В результате кризиса крупных и средних предприятий более половины продовольствия современной России, согласно статистике, производят хозяйства населения, включая горожан (Россия в цифрах, 2007). В 1990-х годах произошел откат к самообеспечению населения и мелкому товарному производству. Но и здесь пространственные различия велики. В Нечерноземье происходит дальнейшее сужение зон крупнотоварного сельского хозяйства и увеличение обширных зон социально-экономической депрессии, связанной с усилением кризиса большинства предприятий. Доля хозяйств населения меньше в пригородах и особенно велика на периферии регионов, где она достигает 80-90% общего производства. На равнинах Северного Кавказа, в Поволжье, на юге Сибири предприятия, наоборот, выходят из кризиса, но это сопровождается тем, что зерновое хозяйство, как наиболее прибыльная отрасль, вытесняет традиционные отрасли, особенно трудоемкое животноводство. И деградация колхозов в Нечерноземной глубинке, и изменение специализации многих южных районов в сторону резкого увеличения доли нетрудоемкого растениеводства дают сходные импульсы: растет доля незанятого сельского населения, а, следовательно, и экономическая роль частного подворья.

С выходом части крупных и средних коллективных предприятий из кризиса  доля мелких хозяйств населения должна уменьшиться. Но последние годы показали, что частный сектор имеет внутренние резервы. В районах, сохранивших трудовой потенциал, товарность мелких хозяйств возросла. Нишу, которая предназначалась для фермерских хозяйств, в России заняли товарные хозяйства населения.  

Классический симбиоз предприятий и мелкого частного хозяйства наблюдается в зерновых районах Поволжья. При расширении производства зерна и упадке животноводства в крупных хозяйствах, товарное животноводство на колхозных кормах стало развиваться в индивидуальных хозяйствах населения, что позволило сохранить и даже увеличить поголовье скота. Сходные процессы наблюдаются на Юге, только там из-за большой населенности сел и недостатка пастбищ сельские жители чаще выращивают на колхозном зерне свиней и птицу.
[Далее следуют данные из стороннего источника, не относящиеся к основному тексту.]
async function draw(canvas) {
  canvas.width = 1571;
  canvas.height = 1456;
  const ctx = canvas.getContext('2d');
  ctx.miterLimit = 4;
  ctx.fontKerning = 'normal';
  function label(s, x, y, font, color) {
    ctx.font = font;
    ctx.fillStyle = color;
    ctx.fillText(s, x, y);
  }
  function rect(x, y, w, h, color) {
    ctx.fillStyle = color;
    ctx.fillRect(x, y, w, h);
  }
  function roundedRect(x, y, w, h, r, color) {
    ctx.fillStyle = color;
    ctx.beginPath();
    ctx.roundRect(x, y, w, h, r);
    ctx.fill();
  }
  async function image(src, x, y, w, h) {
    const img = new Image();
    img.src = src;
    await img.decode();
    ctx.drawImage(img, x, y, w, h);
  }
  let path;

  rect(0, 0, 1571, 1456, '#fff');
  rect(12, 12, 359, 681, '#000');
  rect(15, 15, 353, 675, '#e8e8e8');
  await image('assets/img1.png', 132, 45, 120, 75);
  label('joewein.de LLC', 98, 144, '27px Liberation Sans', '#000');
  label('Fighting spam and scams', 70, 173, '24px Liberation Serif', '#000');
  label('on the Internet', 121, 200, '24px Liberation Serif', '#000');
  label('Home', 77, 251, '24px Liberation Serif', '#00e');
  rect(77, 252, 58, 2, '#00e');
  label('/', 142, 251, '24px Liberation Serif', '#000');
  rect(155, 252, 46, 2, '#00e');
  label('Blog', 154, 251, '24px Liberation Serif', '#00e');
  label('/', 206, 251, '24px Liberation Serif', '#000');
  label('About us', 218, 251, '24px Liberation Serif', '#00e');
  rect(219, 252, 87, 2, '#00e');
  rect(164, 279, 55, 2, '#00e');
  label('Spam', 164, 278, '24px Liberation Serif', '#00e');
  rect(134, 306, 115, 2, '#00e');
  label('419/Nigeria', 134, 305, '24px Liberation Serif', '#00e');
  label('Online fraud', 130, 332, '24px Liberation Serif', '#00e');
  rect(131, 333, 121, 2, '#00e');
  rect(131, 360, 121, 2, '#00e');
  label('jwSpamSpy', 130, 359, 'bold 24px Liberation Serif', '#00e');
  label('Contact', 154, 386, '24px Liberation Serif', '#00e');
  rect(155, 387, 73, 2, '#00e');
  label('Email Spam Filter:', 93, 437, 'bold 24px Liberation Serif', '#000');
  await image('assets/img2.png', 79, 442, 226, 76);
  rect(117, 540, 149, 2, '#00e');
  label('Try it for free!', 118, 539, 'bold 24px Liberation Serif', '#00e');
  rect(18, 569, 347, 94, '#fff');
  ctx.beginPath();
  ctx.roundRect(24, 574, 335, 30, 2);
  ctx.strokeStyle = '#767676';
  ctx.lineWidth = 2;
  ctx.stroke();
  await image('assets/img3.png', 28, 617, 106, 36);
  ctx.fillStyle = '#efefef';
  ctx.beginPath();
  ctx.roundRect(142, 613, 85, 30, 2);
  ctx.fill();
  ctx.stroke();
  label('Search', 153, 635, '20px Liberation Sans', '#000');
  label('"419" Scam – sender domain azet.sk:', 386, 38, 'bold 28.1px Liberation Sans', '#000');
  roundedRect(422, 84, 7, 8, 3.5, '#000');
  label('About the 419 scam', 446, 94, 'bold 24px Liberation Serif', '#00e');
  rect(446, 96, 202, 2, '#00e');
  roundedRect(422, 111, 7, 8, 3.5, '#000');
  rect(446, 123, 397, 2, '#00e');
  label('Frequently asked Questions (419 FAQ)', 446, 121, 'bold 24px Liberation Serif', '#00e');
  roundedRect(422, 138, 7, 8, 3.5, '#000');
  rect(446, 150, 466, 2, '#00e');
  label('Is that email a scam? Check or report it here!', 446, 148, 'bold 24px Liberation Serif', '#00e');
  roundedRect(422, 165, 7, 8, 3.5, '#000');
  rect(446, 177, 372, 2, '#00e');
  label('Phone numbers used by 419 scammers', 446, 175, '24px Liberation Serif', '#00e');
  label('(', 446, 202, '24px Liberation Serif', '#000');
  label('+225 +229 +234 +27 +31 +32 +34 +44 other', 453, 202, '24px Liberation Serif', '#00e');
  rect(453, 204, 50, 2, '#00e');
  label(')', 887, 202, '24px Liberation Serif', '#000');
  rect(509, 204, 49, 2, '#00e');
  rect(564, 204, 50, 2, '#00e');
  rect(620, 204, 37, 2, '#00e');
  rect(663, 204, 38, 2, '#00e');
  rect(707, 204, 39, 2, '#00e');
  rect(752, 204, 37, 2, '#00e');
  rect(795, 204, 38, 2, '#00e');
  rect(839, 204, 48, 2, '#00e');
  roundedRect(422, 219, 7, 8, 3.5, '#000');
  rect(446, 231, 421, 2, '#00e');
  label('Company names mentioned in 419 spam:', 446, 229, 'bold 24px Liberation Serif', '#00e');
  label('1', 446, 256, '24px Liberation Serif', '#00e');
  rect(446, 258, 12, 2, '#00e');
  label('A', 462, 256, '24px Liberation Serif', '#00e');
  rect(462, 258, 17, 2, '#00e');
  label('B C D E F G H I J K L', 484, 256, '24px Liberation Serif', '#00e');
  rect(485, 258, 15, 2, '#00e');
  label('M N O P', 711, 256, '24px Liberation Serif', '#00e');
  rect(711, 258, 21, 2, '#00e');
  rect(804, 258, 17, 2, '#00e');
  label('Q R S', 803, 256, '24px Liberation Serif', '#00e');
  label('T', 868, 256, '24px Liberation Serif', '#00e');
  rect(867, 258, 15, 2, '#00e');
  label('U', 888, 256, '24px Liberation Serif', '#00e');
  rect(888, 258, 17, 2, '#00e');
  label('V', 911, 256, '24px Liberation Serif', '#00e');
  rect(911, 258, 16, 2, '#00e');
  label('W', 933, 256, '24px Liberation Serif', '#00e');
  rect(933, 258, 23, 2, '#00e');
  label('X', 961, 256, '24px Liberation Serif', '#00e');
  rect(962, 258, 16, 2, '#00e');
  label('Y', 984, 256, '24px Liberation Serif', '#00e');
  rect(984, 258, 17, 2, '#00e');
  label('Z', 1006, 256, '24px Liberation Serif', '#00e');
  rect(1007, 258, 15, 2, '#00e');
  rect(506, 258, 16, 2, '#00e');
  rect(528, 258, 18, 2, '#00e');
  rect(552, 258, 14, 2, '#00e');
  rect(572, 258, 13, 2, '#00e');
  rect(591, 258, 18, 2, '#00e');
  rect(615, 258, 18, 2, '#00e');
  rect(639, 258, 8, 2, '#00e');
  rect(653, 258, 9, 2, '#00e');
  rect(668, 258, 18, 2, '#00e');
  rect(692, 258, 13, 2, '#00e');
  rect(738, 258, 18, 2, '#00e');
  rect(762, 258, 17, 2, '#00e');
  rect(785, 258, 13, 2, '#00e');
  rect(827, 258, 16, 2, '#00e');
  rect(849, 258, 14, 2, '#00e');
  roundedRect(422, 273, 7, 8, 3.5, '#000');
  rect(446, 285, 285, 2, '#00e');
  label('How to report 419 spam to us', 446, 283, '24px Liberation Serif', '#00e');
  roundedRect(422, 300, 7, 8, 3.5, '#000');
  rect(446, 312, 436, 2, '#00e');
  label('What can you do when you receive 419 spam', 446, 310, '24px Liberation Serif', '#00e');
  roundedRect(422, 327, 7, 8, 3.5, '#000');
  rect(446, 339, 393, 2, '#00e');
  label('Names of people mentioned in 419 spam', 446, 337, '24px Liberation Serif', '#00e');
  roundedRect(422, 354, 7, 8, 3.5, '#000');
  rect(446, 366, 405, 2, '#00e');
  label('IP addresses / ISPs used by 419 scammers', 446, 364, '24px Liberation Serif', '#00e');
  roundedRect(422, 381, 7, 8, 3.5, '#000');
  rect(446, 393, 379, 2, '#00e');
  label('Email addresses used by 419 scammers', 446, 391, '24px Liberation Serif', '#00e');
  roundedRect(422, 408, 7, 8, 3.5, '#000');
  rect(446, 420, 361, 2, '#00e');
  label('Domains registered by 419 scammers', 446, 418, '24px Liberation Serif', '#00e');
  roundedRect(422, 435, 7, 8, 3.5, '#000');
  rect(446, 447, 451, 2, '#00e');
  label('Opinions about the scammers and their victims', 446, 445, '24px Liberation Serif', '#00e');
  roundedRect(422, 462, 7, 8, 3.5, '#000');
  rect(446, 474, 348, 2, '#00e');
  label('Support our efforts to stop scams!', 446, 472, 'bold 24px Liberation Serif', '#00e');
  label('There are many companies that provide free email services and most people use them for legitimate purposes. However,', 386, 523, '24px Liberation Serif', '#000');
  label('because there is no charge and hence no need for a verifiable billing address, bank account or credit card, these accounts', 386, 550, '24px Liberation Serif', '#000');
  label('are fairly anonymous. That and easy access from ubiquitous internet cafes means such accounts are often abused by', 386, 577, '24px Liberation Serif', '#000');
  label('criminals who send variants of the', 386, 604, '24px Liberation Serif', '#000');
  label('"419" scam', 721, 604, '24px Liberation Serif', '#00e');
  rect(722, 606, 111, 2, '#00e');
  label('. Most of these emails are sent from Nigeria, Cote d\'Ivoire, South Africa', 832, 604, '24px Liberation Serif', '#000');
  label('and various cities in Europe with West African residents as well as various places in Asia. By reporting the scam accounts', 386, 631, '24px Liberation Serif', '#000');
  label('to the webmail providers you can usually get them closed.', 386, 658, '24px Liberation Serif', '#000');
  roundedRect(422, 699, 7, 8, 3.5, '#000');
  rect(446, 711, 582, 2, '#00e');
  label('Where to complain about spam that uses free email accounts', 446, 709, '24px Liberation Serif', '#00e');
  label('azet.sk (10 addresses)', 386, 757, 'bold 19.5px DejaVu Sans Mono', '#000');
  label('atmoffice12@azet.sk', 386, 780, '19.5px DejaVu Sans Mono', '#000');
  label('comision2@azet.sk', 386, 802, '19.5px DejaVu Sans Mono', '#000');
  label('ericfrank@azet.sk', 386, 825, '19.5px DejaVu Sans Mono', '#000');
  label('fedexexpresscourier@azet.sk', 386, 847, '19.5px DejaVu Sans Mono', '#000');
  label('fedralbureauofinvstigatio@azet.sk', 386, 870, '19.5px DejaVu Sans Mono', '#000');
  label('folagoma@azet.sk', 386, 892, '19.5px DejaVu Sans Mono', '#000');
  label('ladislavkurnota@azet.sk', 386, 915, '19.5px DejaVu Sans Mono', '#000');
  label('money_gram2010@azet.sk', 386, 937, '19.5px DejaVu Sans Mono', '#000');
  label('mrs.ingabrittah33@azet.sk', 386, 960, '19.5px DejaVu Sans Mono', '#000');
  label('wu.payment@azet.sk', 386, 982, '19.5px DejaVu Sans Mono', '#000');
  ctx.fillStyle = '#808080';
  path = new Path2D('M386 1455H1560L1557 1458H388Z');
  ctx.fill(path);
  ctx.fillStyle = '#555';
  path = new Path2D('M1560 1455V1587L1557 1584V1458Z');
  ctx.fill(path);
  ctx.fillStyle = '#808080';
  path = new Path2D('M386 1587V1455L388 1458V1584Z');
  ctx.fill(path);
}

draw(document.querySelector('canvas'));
Сформировались даже целые районы высокотоварного индивидуального хозяйства: луковые, огуречные, помидорные, скотоводческие (Нефедова, 2003, Нефедова, Пэллот, 2006). Они, как правило, хорошо известны в своих регионах, но их общероссийская география остается неизвестной. Часть из них имеет шанс превратиться в территории концентрации устойчивого малого частного бизнеса, однако в большинстве случаев их развитие также ограничено возможностями трудового потенциала при тающем сельском населении. Хотя в ряде мест, например в луковом районе вокруг озера Неро в Ярославской области, передаваемая социальными сетями традиционная специализация мелких хозяйств подхватывается переехавшими в Ростов или Ярославль наследниками сельских домов, для которых производство и продажа лука оказывается существенной добавкой к жалким зарплатам бюджетников.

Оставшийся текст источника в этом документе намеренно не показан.